Congenital Ranula: A Case Report

Abstract

Ranulas are uncommon mucous extravasation cysts that arise from the sublingual gland, typically presenting as painless, translucent swellings on the floor of the mouth. Congenital ranulas are exceedingly rare, occurring in neonates and early infancy, and may lead to feeding or swallowing difficulties, and in severe cases, respiratory distress. This report describes a 3-month-old male infant diagnosed with a congenital ranula, emphasizing the clinical presentation, diagnostic approach, and management strategy.

Ultrasonographic examination demonstrated a well-defined, anechoic cystic lesion localized to the sublingual space. Initial conservative observation was undertaken; however, persistent swelling accompanied by feeding difficulty necessitated surgical intervention. Marsupialization was performed under general anesthesia with an uneventful perioperative course. Histopathological evaluation confirmed the diagnosis of a mucous extravasation cyst. On follow-up, the infant exhibited complete recovery without recurrence.

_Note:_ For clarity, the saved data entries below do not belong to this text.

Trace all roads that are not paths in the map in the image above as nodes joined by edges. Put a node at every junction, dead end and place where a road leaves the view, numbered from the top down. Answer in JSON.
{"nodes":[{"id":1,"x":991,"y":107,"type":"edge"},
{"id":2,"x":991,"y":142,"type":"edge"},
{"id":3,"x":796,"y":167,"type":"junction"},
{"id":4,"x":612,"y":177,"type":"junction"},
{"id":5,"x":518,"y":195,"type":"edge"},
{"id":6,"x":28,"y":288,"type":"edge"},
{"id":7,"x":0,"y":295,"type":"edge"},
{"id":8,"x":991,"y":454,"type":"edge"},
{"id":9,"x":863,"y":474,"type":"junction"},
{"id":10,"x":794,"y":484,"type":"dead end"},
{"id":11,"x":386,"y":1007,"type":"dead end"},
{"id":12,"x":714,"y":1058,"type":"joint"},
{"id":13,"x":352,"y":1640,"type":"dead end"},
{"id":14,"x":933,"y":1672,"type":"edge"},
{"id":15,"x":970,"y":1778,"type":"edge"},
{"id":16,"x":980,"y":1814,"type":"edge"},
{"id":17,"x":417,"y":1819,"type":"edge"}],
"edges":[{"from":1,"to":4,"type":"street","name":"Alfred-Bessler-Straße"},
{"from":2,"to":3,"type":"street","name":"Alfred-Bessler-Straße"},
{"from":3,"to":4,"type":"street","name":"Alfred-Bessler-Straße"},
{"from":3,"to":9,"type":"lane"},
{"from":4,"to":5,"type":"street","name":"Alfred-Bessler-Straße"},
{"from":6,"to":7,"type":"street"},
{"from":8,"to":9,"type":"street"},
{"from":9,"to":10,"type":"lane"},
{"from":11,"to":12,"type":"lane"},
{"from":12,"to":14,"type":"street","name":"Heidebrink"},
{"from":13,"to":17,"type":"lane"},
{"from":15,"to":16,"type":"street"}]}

Although congenital ranulas are rare, they should be considered in the differential diagnosis of oral cystic lesions in neonates and infants. Prompt recognition and timely management are essential to avert complications such as feeding impairment and potential airway compromise. Marsupialization remains a safe, minimally invasive, and effective therapeutic option in this age group, offering excellent outcomes and low recurrence rates.

This case underscores the importance of early multidisciplinary collaboration involving pediatricians, maxillofacial surgeons, radiologists, and anesthesiologists in optimizing the management of congenital ranula. The successful outcome highlights the value of individualized, evidence-based intervention in ensuring favorable prognoses for affected infants.